Comencé a entrar en un estado que ya conocía y que me aterraba: una ansiedad que empezaba en el bajo vientre y subía por el cuerpo hasta la cabeza y la punta de los dedos, que me ponía frenético y me obligaba a moverme. Como si quedarse quieto fuera una imposibilidad fundamental de mi ser, y que si lo hacía iba a estallar, a volverme loco. En general esta sensación se apoderaba de mí en la escuela o haciendo los deberes, y las sacudidas epilépticas que terminaban dándome eran castigadas con penitencias o algún coscorrón. Claro que no era epilepsia, pero eran temblores y sacudidas igualmente incontrolables. Empecé, entonces, a sacudirme en silencio en mi jergón, al ritmo de los chillidos misteriosos. Lo peor era que los movimientos involuntarios no eran ningún alivio a la ansiedad, sino que hasta parecía que formaban un círculo vicioso donde se incitaban mutuamente. Luego de un rato de esto no aguanté más y me levanté. Como estaba vestido me calcé las zapatillas con velocidad y salí al pasillo en penumbras.
Nadie me había oído, al parecer; salí. El patio resplandecía suavemente con una luz acerada, rebotada de la plancha enrojecida del negro cielo, eternamente nublado.
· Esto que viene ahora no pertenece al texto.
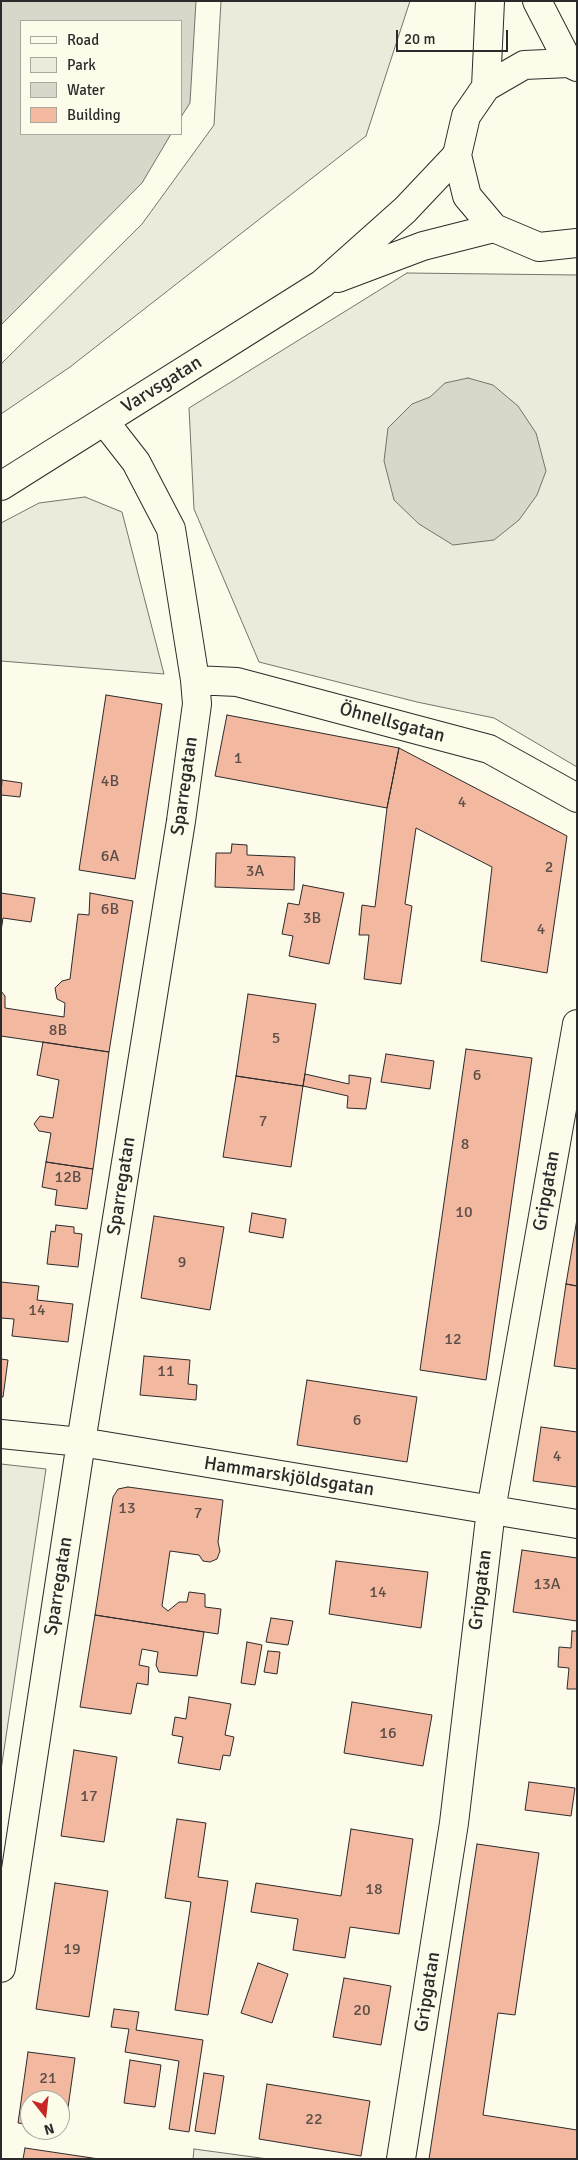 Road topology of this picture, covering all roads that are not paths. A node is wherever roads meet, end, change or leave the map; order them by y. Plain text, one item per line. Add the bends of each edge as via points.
1 (490, 1) edge
2 (537, 1) edge
3 (573, 65) edge
4 (486, 87) junction
5 (457, 155) junction
6 (494, 228) junction
7 (576, 244) edge
8 (322, 284) junction
9 (104, 421) junction
10 (1, 486) edge
11 (195, 680) junction
12 (577, 798) edge
13 (577, 1024) edge
14 (1, 1434) edge
15 (81, 1442) junction
16 (490, 1510) junction
17 (577, 1524) edge
18 (1, 1968) edge
19 (401, 2159) edge

1 - 4 street
2 - 3 street
3 - 4 street via 524,65
4 - 5 street via 466,116
5 - 6 street via 467,196
5 - 8 street, Varvsgatan via 405,210
6 - 7 street via 540,247
6 - 8 street, Varvsgatan via 423,246
8 - 9 street, Varvsgatan
9 - 10 street, Varvsgatan
9 - 11 street, Sparregatan via 136,462 171,530
11 - 12 street, Öhnellsgatan via 237,682 489,749
11 - 15 street, Sparregatan via 197,704 181,821
13 - 16 street, Gripgatan
14 - 15 street, Hammarskjöldsgatan
15 - 16 street, Hammarskjöldsgatan
15 - 18 street, Sparregatan
16 - 17 street, Hammarskjöldsgatan
16 - 19 street, Gripgatan via 454,1823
Crucé el embaldosado y me metí en la letrina encendiendo el foco mecánicamente. El olor del pozo negro era contundente; a dos metros de profundidad, miles de gusanos, larvas de mosca, reptaban unos sobre otros, restregándose los excrementos con todo el cuerpo como luchadoras en aceite. Oriné, generando desconcierto en la masa movediza, y por un instante imaginé con terror que las larvas se vengaban de mi saña en formas pavorosas. Regresé a la casa atravesando zonas de pura brea que cada tanto se cortaban con trozos de espejos de luz. Recordé levantar la puerta para evitar que arrastrara e hiciera ruido. En el pasillo reapareció el chillido; casi lo había olvidado. Me quedé parado cinco minutos en la oscuridad. Fue un rato muy largo. Me mimeticé con la oscuridad a un punto que supe que era invisible; mis ojos, abiertos como en un grito, parecían volverse hacia adentro como guantes de vidrio. Comencé a moverme tan lento que el tiempo me adelantaba en forma sensible. Cada paso demoraba muchas respiraciones; la ansiedad había desaparecido por completo y ahora me figuraba como un camaleón mimetizado con la oscuridad, avanzando imperceptiblemente hacia una presa sonora. El cui-cuic venía de la pieza de mi tía, y todas las líneas invisibles de la perspectiva en sombras me llevaban siguiendo un camino unidimensional, como un anillo enhebrado en un hilo tenso, hacia la puerta entreabierta.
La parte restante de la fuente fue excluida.